When we say that the reality of the decrees should not be allowed to trump the covenant, we are saying that it is right and appropriate and proper and good for a minister to warn a congregation against falling from grace, or trampling underfoot the blood of the covenant by which they were sanctified, or failing to bear fruit as a branch in the vine. We are talking about how we function, how we warn, how we admonish. The covenant is given to us. The decrees are made concerning us. It is not our job to parse the decrees. It is our job to live in terms of the covenant. We affirm that the decrees are there. We deny that we should preach or admonish someone in particular based on a presumed knowledge of the content of the decrees with regard to that person. This is a distinction that the Bible gives us expressly.

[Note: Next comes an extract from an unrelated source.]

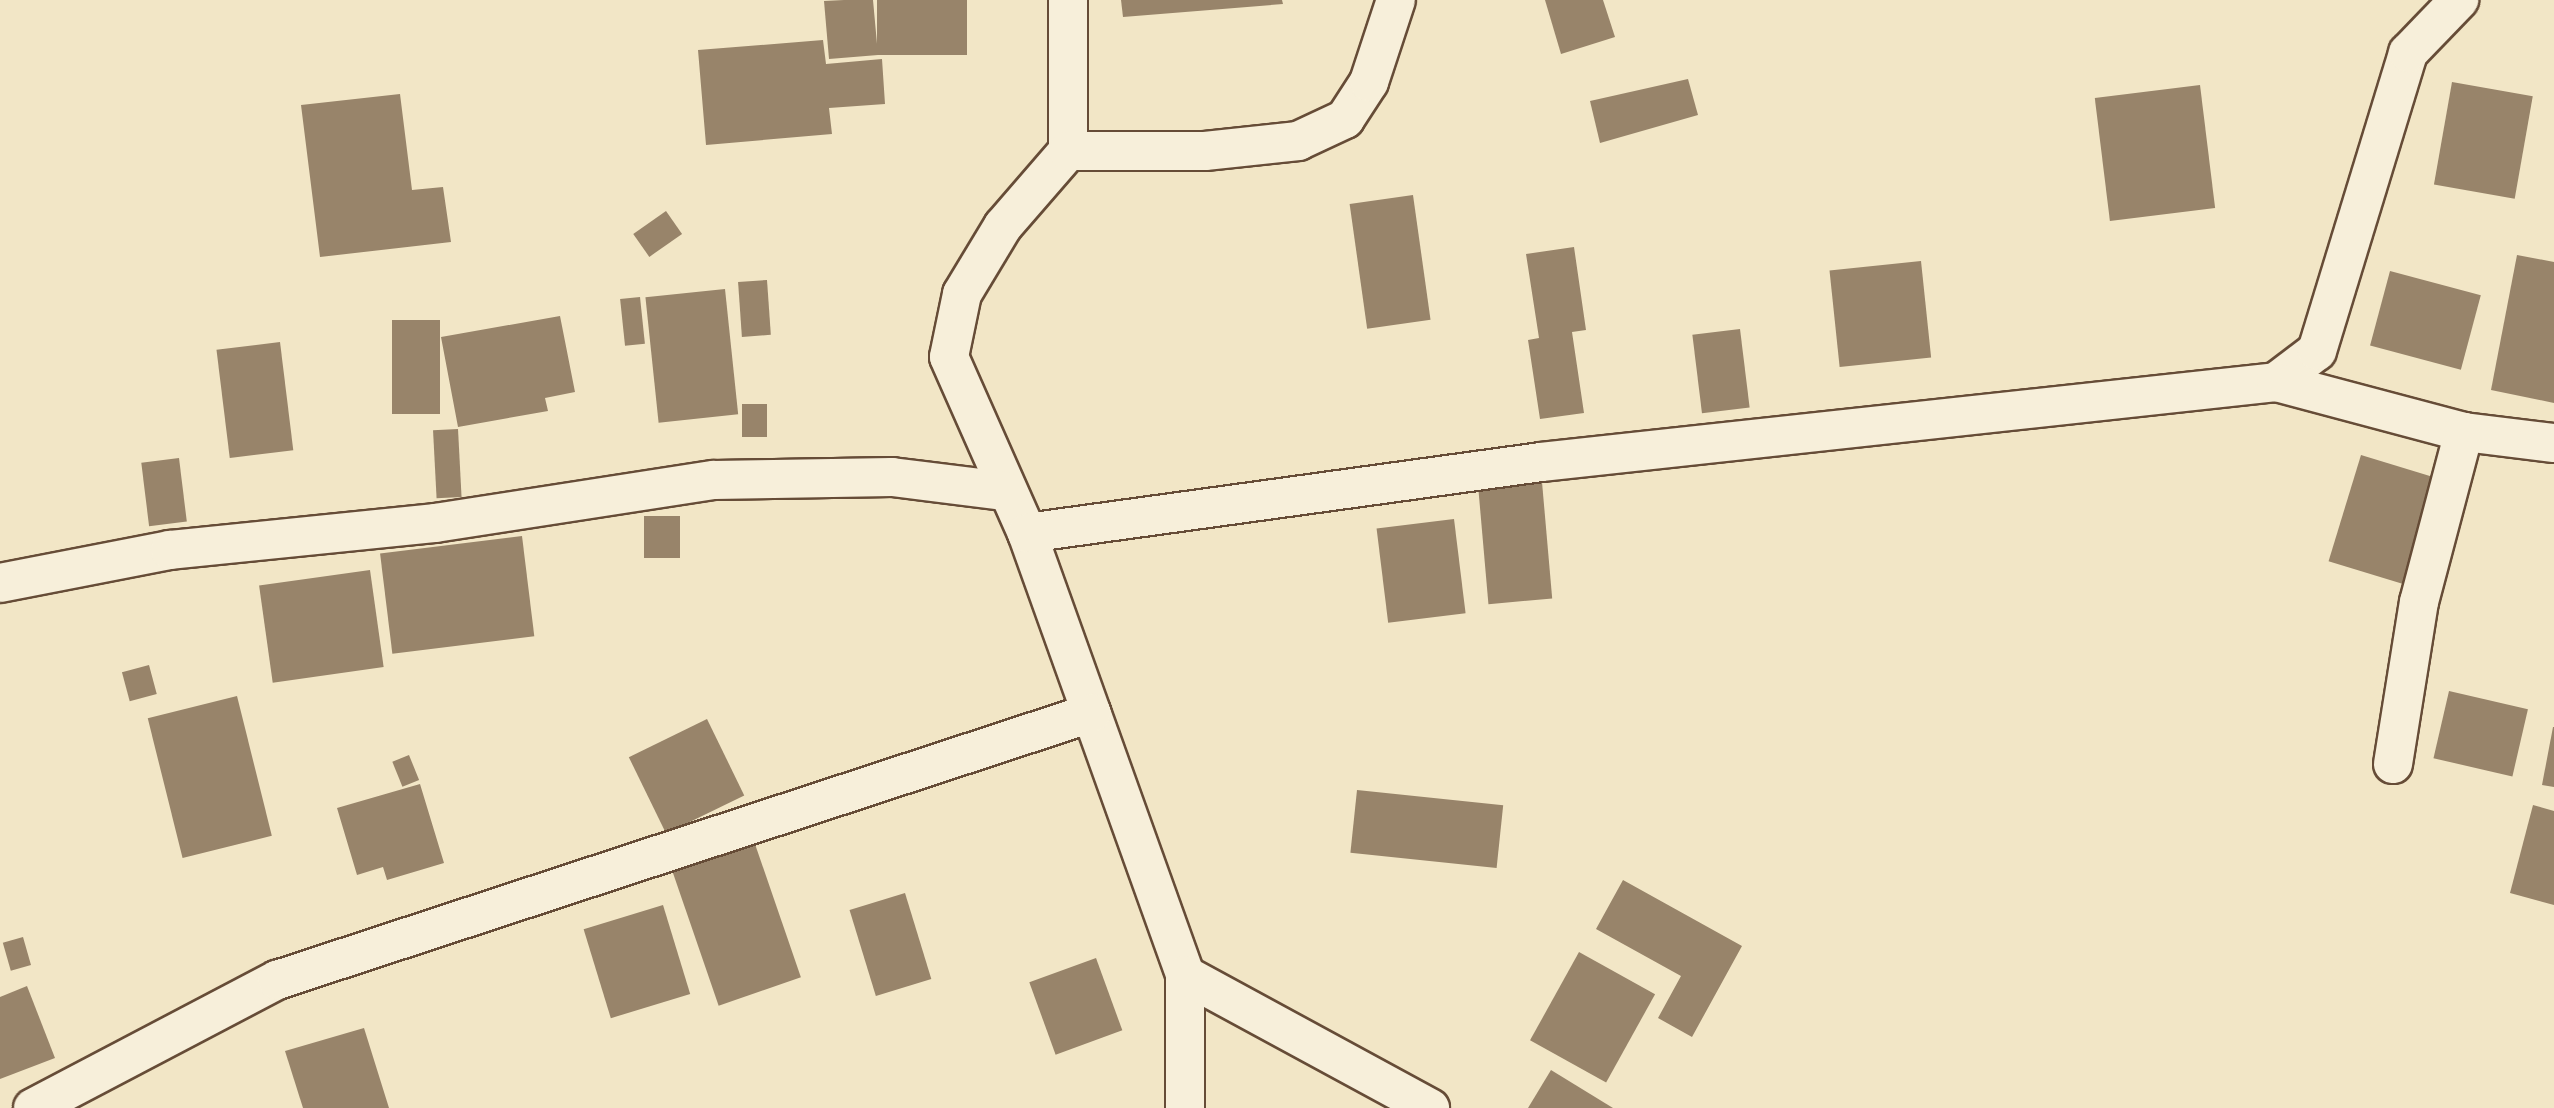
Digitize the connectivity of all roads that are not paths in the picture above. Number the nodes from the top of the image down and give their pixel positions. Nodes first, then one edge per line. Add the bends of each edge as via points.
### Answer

“The secret things belong unto the LORD our God: but those things which are revealed belong unto us and to our children for ever, that we may do all the words of this law” (Dt. 29:29).It is revealed to us that Christians can fall away from the covenant. It is not revealed to us who was predestined to do so, and who was predestined to remain — although everyone in the covenant is in one or the other category. The latter is therefore not to be the basis of our pastoral warnings. The former is.

The second is the FV document:

We deny that the unchangeable nature of these decrees prevents us from using the same language in covenantal ways as we describe our salvation from within that covenant. We further deny this covenantal usage is “pretend” language, even where the language and terminology sometimes overlaps with the language of the decrees. The secret things belong to the Lord our God, but the things revealed belong to us and to our children, that we may keep the words of this law. We affirm the reality of the decrees, but deny that the decrees “trump” the covenant. We do not set them against each other, but expect them to harmonize perfectly as God works out all things in accordance with His will.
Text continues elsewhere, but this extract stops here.